The Open Library System — Re-invented, Implemented and Working

Research article

The Open Library System -
Re-invented, Implemented and Working

Jens Hofman Hansen
Special Consultant, IT, State and University Library
Victor Albecks Vej 1, DK-8000 Århus C, Denmark
jhh@statsbiblioteket.dk

Arne Sørensen
Head of IT, State and University Library
Victor Albecks Vej 1, DK-8000 Århus C, Denmark

Abstract

A highly modularised and open system is described in this paper, and its ability to support the library’s strategy. By focusing on a single problem, it is possible to solve it in a qualitatively or quantitatively different way that is dictated by business vision and user needs. This results in a highly innovative library system when seen as a whole.

Key Words:

openness; library system; innovation; business strategy

In this paper we will present four essential elements of our library system that are completely modularised and replaceable. During the past few years, each part has undergone several adjustments and has taken a few huge developmental leaps. Together they support what we want to do as a library and what we want to deliver to our users. The individual elements and their interaction define the digital part of the State and University Library, Denmark (Figure 1).
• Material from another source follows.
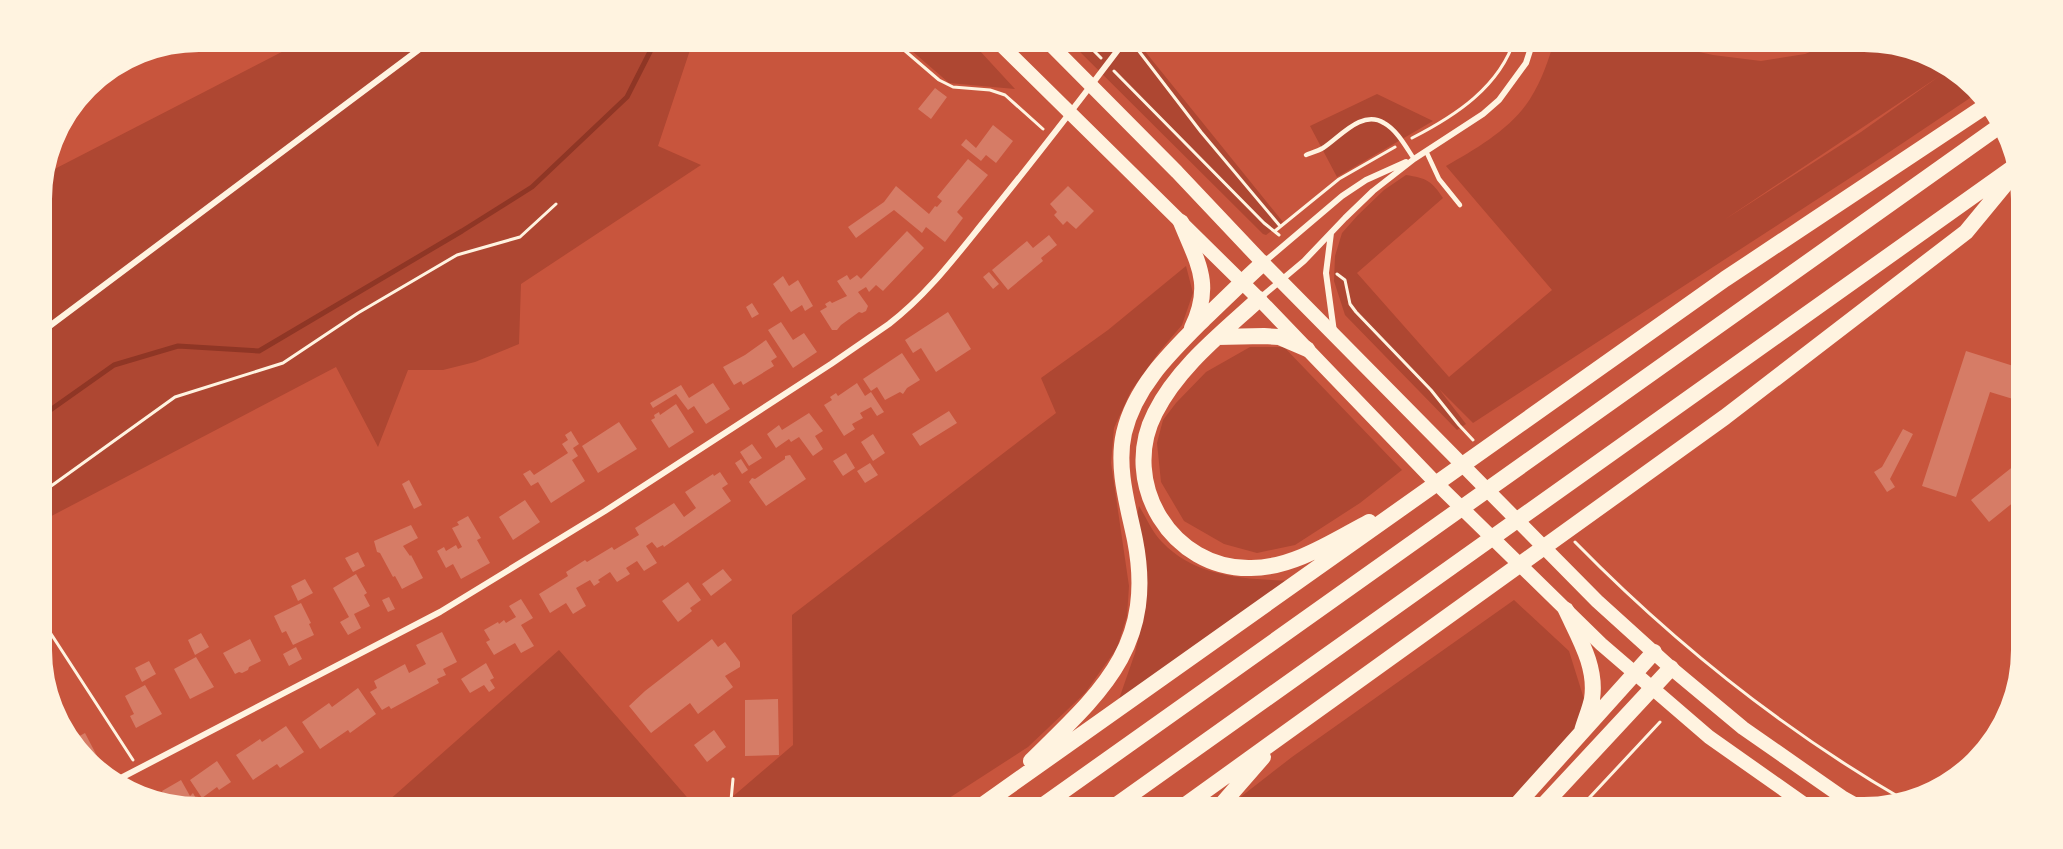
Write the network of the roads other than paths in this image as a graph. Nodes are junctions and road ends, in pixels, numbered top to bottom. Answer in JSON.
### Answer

The User Interface Reinvented

In 2005 the State and University Library accepted the fact that Google had become so dominant that the search engine set the standard for the way users find information on the web: they expect a single search field that gives access to all information irrespective of the collection it may originally come from or be in, whether it is physical or digital, whether they are articles, e-books, images or movies. Our existing search interface was anything but a Google-like interface: it had multiple search fields, radio buttons and drop-down menus, several search pages and no real relevancy algorithm at all.

When we accepted the users’ search behaviour, we also decided to shift our focus from trying to teach users how to use our search interface into developing a search interface that was able to push information to our users on their premises. Certain information was never discovered by our users even though we knew that it was very valuable to them. Since we could not find a commercial system that was able to present our data in a suitable way for our focused users, the process of developing a simple but powerful search interface started.

Today, the new search technology behind the search interface is just one of many modules in an open library system that has been re-invented in most of its elements. By developing the new search interface as a separate module concentrating only on the search part, we got exactly what we wanted without spending development money on the elements that already worked fine. Underneath the new user interface, we kept the elements of the library system that handle physical material — the acquisition, the cataloguing, and the lending processes.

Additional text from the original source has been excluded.